Type out the whole listing again exactly, pictures omitted.
*** Records to use ***
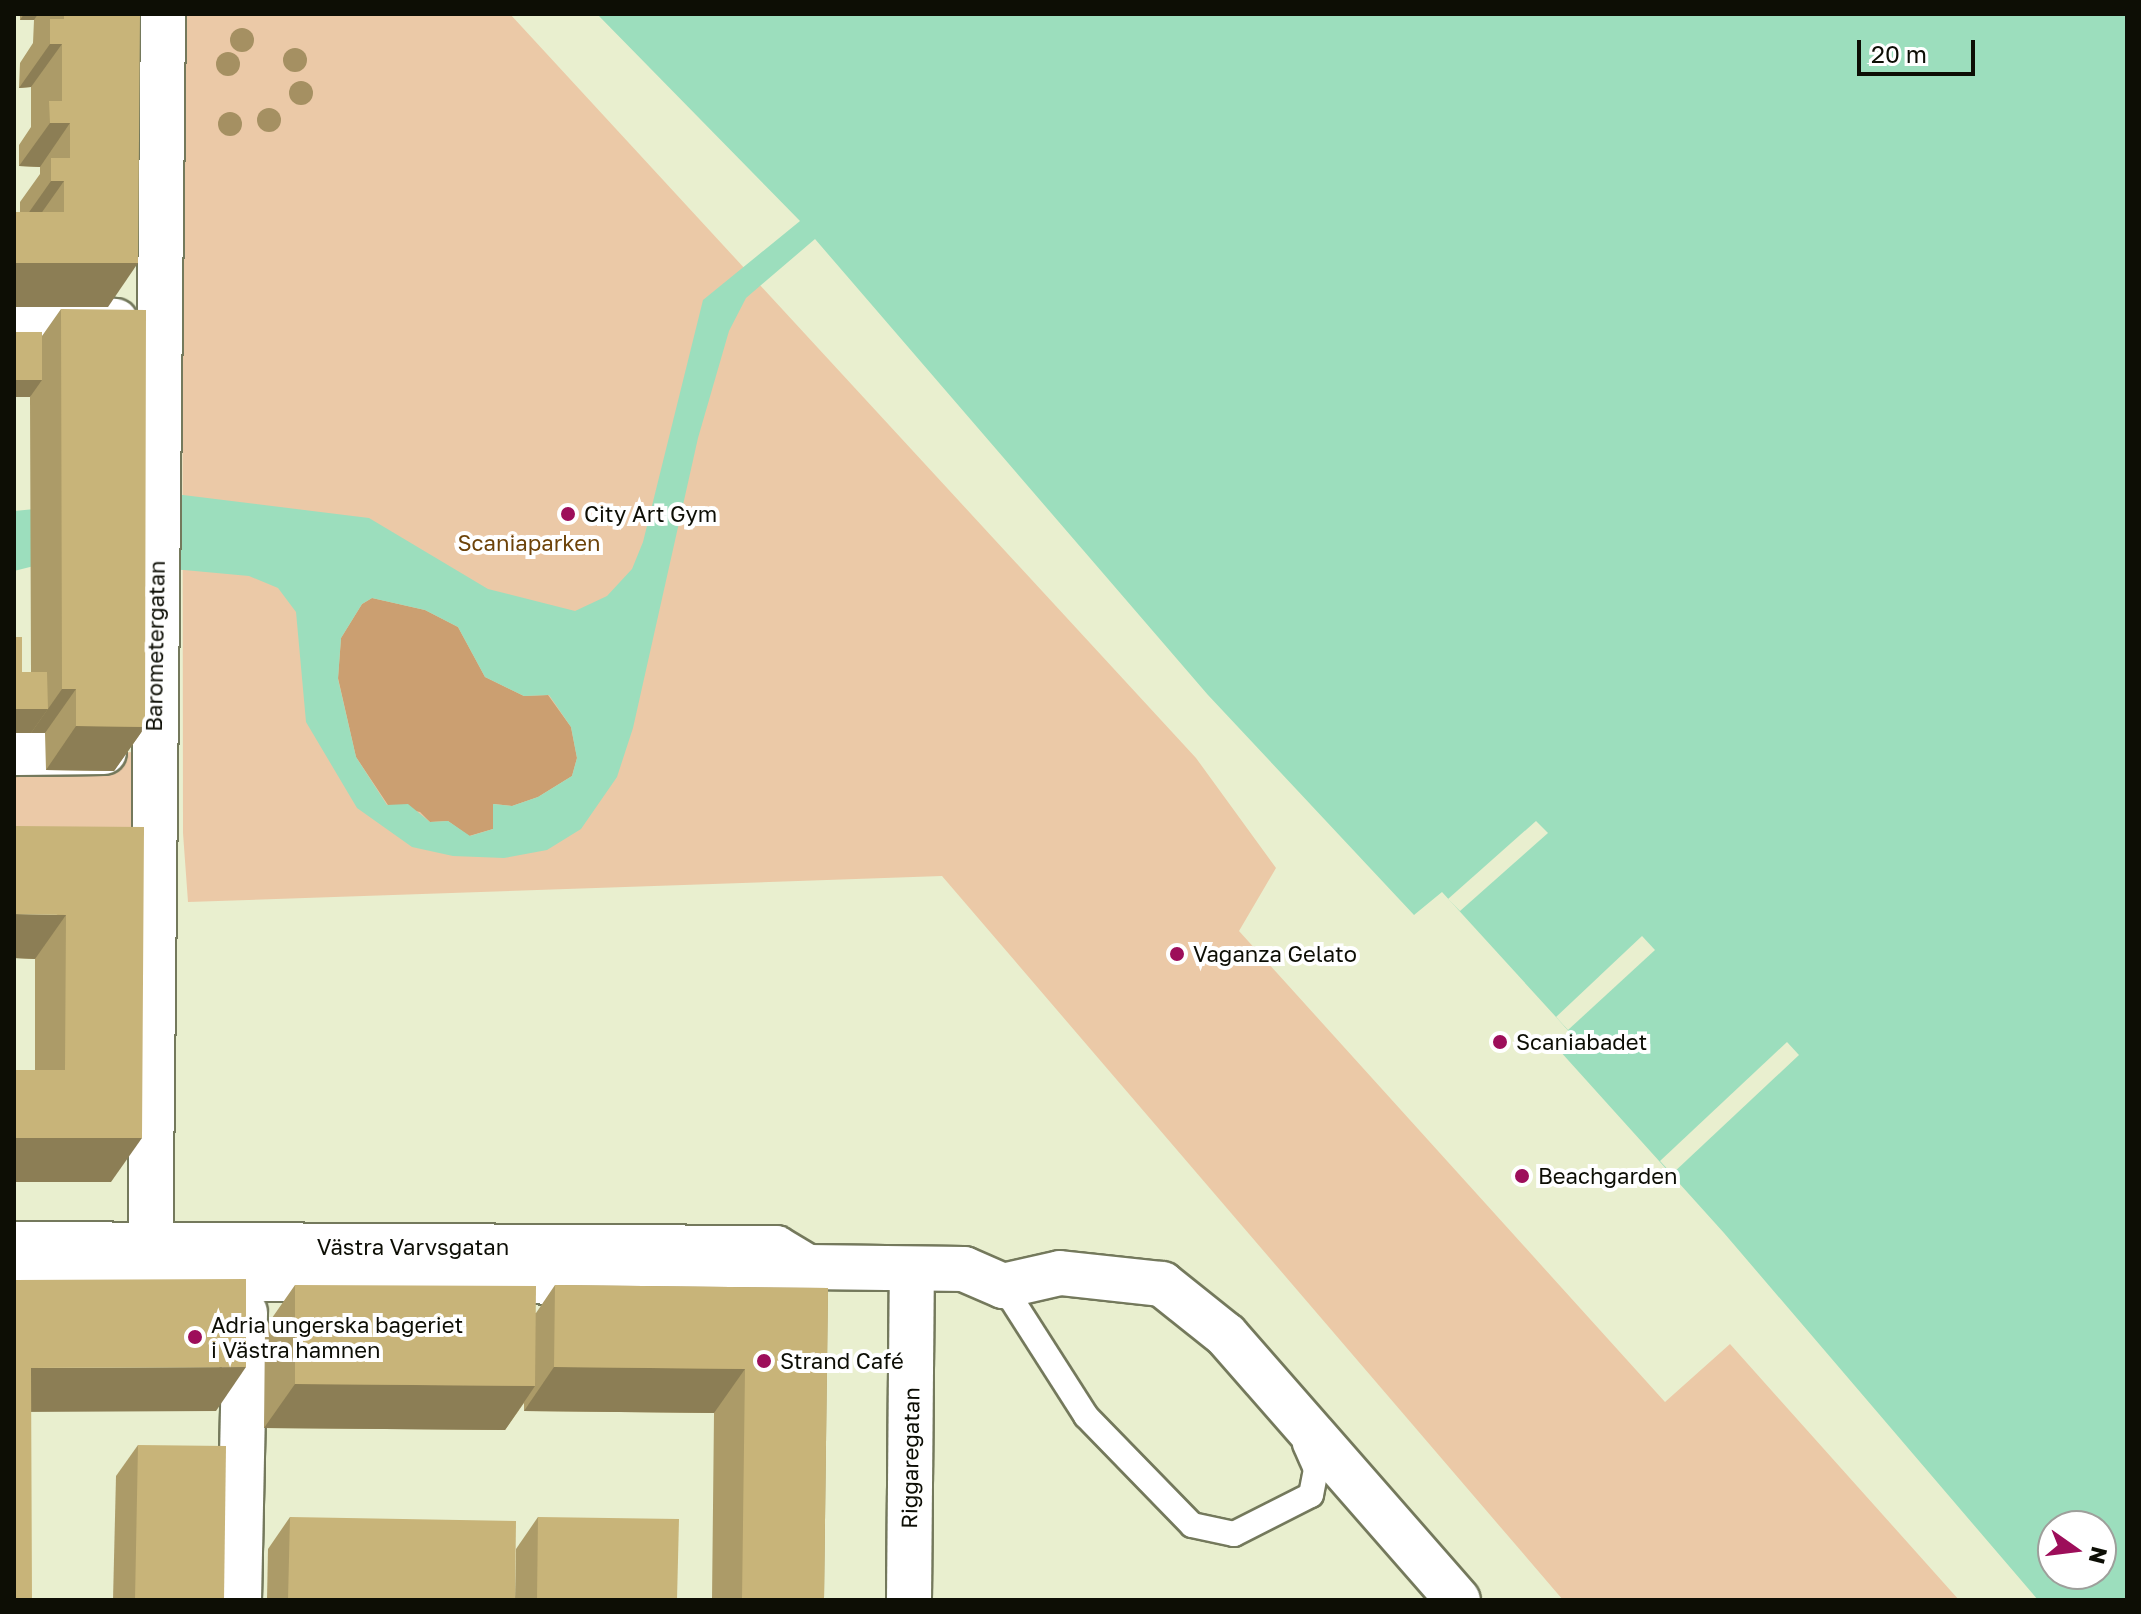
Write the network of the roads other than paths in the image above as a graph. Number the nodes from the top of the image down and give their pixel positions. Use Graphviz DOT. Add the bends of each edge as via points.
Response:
graph roads {
  1 [pos="163,14"];
  2 [pos="14,311"];
  3 [pos="159,325"];
  4 [pos="153,752"];
  5 [pos="14,753"];
  6 [pos="14,1244"];
  7 [pos="150,1262"];
  8 [pos="246,1262"];
  9 [pos="912,1269"];
  10 [pos="14,1276"];
  11 [pos="1003,1286"];
  12 [pos="1292,1415"];
  13 [pos="239,1600"];
  14 [pos="909,1600"];
  15 [pos="1458,1600"];
  1 -- 3 [label="street, Barometergatan"];
  2 -- 3 [label="street"];
  3 -- 4 [label="street, Barometergatan"];
  4 -- 5 [label="street"];
  4 -- 7 [label="street, Barometergatan"];
  6 -- 7 [label="street, Västra Varvsgatan"];
  7 -- 8 [label="street, Västra Varvsgatan"];
  7 -- 10 [label="street, Västra Varvsgatan"];
  8 -- 9 [label="street, Västra Varvsgatan" via="778,1284 808,1267"];
  8 -- 13 [label="street"];
  9 -- 11 [label="street" via="964,1269"];
  9 -- 14 [label="street, Riggaregatan"];
  11 -- 12 [label="street" via="1060,1273 1162,1284 1226,1335"];
  11 -- 12 [label="lane" via="1086,1416 1192,1525 1234,1534 1311,1495 1316,1469"];
  12 -- 15 [label="street"];
}
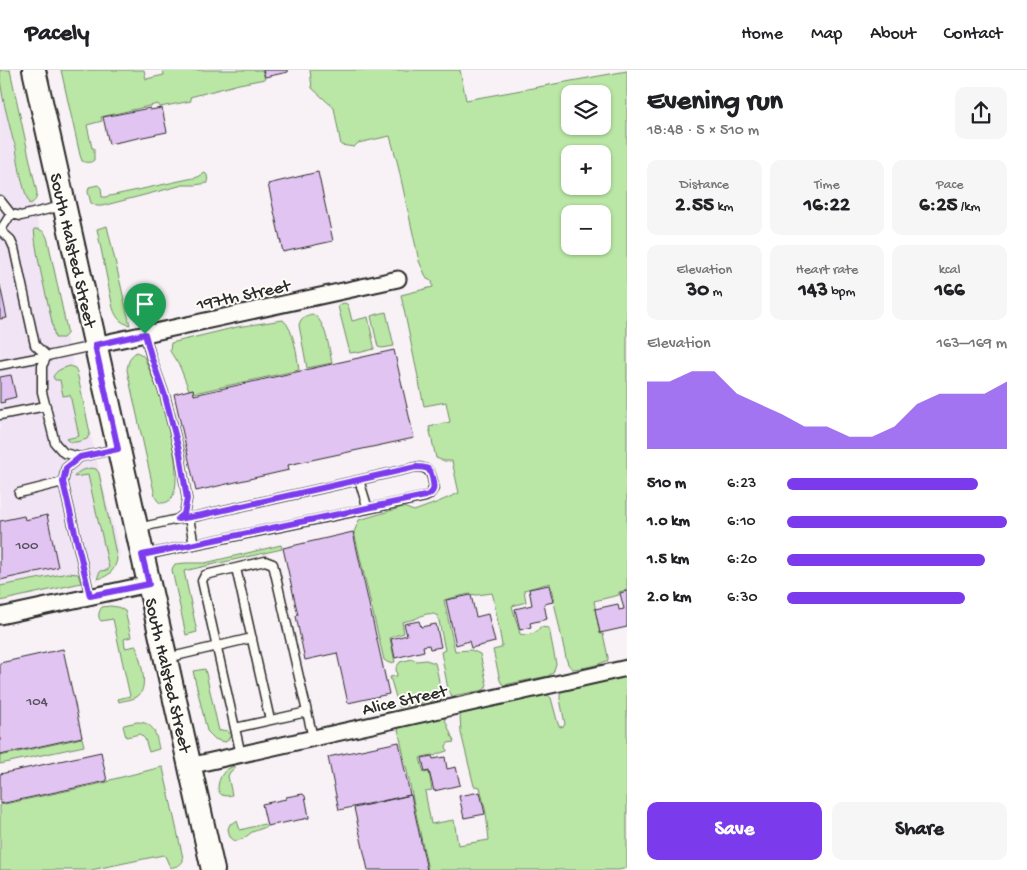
*** End of Records to use ***
→ Response to the task
Write the network of the roads other than paths in the image above as a graph. Number the nodes from the top of the image down and give their pixel positions. Use Graphviz DOT. Add the bends of each edge as via points.
Response:
graph roads {
  1 [pos="163,14"];
  2 [pos="14,311"];
  3 [pos="159,325"];
  4 [pos="153,752"];
  5 [pos="14,753"];
  6 [pos="14,1244"];
  7 [pos="150,1262"];
  8 [pos="246,1262"];
  9 [pos="912,1269"];
  10 [pos="14,1276"];
  11 [pos="1003,1286"];
  12 [pos="1292,1415"];
  13 [pos="239,1600"];
  14 [pos="909,1600"];
  15 [pos="1458,1600"];
  1 -- 3 [label="street, Barometergatan"];
  2 -- 3 [label="street"];
  3 -- 4 [label="street, Barometergatan"];
  4 -- 5 [label="street"];
  4 -- 7 [label="street, Barometergatan"];
  6 -- 7 [label="street, Västra Varvsgatan"];
  7 -- 8 [label="street, Västra Varvsgatan"];
  7 -- 10 [label="street, Västra Varvsgatan"];
  8 -- 9 [label="street, Västra Varvsgatan" via="778,1284 808,1267"];
  8 -- 13 [label="street"];
  9 -- 11 [label="street" via="964,1269"];
  9 -- 14 [label="street, Riggaregatan"];
  11 -- 12 [label="street" via="1060,1273 1162,1284 1226,1335"];
  11 -- 12 [label="lane" via="1086,1416 1192,1525 1234,1534 1311,1495 1316,1469"];
  12 -- 15 [label="street"];
}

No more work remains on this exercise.